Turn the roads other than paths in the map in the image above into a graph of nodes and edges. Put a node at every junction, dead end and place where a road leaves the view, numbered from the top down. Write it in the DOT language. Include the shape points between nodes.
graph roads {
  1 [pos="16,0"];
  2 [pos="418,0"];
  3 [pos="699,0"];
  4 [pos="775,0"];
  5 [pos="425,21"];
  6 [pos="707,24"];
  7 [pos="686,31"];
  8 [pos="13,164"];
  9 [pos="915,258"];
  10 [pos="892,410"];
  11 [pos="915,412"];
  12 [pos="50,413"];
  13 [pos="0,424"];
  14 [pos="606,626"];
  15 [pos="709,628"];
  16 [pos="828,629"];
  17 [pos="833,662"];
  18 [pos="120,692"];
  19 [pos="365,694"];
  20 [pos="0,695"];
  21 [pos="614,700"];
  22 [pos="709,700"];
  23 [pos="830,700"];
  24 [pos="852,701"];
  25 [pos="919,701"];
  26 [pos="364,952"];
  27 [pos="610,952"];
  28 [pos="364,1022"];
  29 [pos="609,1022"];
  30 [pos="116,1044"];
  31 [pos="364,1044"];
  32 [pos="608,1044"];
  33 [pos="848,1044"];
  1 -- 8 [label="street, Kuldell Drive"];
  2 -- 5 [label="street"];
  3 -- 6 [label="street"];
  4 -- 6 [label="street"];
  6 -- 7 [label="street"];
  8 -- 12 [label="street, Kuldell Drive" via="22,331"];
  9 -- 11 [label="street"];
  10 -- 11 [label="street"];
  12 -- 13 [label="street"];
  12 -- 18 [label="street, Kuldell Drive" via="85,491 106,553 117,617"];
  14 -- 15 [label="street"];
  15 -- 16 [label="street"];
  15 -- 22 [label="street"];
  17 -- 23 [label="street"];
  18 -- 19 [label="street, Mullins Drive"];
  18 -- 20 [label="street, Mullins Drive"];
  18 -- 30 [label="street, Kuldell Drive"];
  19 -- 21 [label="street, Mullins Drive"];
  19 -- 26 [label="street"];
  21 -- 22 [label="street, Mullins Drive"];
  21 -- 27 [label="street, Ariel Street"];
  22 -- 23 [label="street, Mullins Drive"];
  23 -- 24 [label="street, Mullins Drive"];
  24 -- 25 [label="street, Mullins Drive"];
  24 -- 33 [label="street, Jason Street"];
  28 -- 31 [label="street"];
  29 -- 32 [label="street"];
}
********************
▶ TASK ITEM:
The lines to copy are those above that contain "Mullins".

▶ RESULT BELOW:
  18 -- 19 [label="street, Mullins Drive"];
  18 -- 20 [label="street, Mullins Drive"];
  19 -- 21 [label="street, Mullins Drive"];
  21 -- 22 [label="street, Mullins Drive"];
  22 -- 23 [label="street, Mullins Drive"];
  23 -- 24 [label="street, Mullins Drive"];
  24 -- 25 [label="street, Mullins Drive"];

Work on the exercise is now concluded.